See validate-scalars for details on the mechanics of scalar validation.

Examples:

(valid-scalars? [42   :foo     22/7  ]  ;; <-- data
                [int? keyword? ratio?]) ;; <-- specification
;; => true

(valid-scalars? {:a 42 :b 'foo}
                {:a string? :b symbol?}) ;; => false

;; un-paired datums
(valid-scalars? [42 :foo 22/7]
                [int?        ]) ;; => true

;; un-paired predicates
(valid-scalars? {:a 42     }
                {:b symbol?}) ;; => true

valid?

(valid? data scalar-spec collection-spec)

Following validations with validate-scalars and then with validate-collections, returns true if data satisfies every corresponding predicate in scalar specification scalar-spec and every corresponding predicate in collection specification collection-spec, false otherwise.

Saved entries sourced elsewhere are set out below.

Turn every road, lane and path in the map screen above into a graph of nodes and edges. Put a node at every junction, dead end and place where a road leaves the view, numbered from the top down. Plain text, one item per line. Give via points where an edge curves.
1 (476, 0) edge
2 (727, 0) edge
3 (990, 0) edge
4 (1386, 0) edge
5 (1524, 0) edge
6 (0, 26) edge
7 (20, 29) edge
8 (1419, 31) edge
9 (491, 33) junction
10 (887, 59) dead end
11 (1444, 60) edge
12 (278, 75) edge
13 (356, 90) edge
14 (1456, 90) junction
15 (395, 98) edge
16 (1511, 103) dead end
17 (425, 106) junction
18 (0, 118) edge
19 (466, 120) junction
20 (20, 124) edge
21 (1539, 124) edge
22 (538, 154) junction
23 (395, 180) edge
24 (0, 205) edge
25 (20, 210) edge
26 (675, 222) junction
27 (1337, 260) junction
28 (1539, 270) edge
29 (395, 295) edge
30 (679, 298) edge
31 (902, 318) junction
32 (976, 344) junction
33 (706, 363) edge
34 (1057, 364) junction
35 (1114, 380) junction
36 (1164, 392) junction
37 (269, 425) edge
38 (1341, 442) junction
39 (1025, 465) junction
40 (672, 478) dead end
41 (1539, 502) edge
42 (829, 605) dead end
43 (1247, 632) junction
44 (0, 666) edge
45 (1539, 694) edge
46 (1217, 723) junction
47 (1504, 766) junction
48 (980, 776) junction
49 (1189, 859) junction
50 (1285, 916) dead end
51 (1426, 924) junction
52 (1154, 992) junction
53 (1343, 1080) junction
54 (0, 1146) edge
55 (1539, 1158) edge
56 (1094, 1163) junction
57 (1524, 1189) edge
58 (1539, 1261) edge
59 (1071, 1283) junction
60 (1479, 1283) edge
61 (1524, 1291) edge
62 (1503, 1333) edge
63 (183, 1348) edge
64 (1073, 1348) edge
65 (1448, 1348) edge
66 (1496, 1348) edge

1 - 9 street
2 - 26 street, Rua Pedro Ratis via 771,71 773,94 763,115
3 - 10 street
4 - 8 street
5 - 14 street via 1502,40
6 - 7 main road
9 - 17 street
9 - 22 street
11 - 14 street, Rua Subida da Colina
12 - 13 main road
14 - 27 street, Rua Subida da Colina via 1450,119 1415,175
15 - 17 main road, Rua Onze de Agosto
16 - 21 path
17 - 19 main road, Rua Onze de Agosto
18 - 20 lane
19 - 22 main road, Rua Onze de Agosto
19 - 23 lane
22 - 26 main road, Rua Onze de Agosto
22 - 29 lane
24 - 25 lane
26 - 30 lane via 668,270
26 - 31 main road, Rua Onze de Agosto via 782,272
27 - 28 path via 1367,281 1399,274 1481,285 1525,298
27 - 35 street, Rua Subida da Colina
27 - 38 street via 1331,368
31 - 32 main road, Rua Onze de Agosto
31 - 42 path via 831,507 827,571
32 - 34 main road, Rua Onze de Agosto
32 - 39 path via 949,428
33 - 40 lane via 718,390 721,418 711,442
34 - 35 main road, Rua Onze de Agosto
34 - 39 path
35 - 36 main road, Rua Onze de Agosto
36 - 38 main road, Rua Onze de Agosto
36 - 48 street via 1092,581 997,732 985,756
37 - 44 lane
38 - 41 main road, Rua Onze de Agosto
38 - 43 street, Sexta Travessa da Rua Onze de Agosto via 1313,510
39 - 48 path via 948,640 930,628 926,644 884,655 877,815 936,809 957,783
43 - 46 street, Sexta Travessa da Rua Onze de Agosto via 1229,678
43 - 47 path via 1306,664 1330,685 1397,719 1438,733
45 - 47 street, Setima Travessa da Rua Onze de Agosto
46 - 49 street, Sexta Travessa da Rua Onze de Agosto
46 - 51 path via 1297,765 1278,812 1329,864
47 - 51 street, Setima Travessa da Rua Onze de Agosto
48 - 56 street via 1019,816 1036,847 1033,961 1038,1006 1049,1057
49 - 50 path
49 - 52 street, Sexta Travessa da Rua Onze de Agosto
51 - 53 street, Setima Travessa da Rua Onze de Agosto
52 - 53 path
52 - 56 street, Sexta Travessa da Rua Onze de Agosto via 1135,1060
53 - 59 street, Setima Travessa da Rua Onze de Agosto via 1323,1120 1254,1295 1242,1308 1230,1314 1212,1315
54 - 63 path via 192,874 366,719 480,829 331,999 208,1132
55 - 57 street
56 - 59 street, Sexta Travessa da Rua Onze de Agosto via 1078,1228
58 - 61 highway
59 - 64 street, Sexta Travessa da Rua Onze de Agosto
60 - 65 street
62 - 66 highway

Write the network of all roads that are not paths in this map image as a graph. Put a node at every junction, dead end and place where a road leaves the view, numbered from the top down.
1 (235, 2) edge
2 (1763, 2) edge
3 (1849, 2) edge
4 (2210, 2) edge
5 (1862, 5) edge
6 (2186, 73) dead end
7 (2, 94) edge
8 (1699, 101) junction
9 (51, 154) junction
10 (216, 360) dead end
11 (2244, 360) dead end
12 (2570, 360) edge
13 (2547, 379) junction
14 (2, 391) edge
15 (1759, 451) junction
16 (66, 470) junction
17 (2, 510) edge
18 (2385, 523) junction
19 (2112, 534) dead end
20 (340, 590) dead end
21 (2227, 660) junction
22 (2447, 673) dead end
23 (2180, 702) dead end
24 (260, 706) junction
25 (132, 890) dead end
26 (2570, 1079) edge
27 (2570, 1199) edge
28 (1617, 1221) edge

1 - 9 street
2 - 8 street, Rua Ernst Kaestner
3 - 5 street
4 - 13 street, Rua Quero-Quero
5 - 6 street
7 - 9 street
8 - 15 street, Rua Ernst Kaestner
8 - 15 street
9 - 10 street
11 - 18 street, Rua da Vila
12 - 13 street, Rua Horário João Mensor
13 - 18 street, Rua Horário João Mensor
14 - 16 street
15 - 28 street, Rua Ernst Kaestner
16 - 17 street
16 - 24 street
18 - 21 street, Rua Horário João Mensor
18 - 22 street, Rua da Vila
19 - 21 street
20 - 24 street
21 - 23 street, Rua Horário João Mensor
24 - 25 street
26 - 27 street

valid? provides a combined interface to valid-scalars? and valid-collections?. Scalar validation and collection validation are performed in completely distinct operations. Their results are merely combined into a single true/false high-level summary. Use validate to generate a detailed report of scalar and collection validation.

Note: valid? returns true if validations return zero {:valid? falsey} results.

See validate-scalars and validate-collections for details on the the mechanics of validation.

Examples:

(valid? [42 [:foo [22/7]]]             ;; data
        [int? [keyword? [ratio?]]]     ;; scalar specification
        [vector? [vector? [vector?]]]) ;; collections specification
;; => true

(valid? {:a 42 :b {:c ['foo true]}}           ;; data
        {:a int? :b {:c [keyword? boolean?]}} ;; scalar specification
        {:root-coll map? :b {:c [vector?]}})  ;; collection specification
;; => false

validate

(validate data scalar-spec collection-spec)

Perform a scalar validation of data using scalar specification scalar-spec, then immediately perform a collection validation of data using collection specification collection-spec, then return the merged vector of each result. See validate-scalars and validate-collections.

Remember three Mottos:

  1. Validate scalars separately from validating collections.
  2. Make the specification mimic the shape of the data.
  3. Validation ignores un-paired predicates and un-paired datums.

validate performs two separate validations, in two distinct steps, then returns a single summary that merges both results. First, data’s scalars are validated, then data’s collections are validated. Finally, the results of those two distinct validations are merged into a comprehensive summary.

Examples:

;; only scalar validation with `validate-scalars`
(validate-scalars [42]    ;; data
                  [int?]) ;; scalar specification
;; => [{:path [0], :datum 42, :predicate int?, :valid? true}]

;; only collection validation with `validate-collections`
(validate-collections [42]       ;; data
                      [vector?]) ;; collection specification
;; => ({:path [0], :value vector?, :datum [42], :ordinal-parent-path [], :valid? true})

;; scalar validation, then collection validation, with a single invocation
(validate [42]       ;; data
          [int?]     ;; scalar specification
          [vector?]) ;; collection specification
;; => ({:path [0], :datum 42, :predicate int?, :valid? true}
;;     {:path [0], :value vector?, :datum [42], :ordinal-parent-path [], :valid? true})


;; only scalar validation with `validate-scalars`
(validate-scalars {:a 11}       ;; data
                  {:a string?}) ;; scalar specification
;; [{:path [:a], :datum 11, :predicate #function[clojure.core/string?--5475], :valid? false}]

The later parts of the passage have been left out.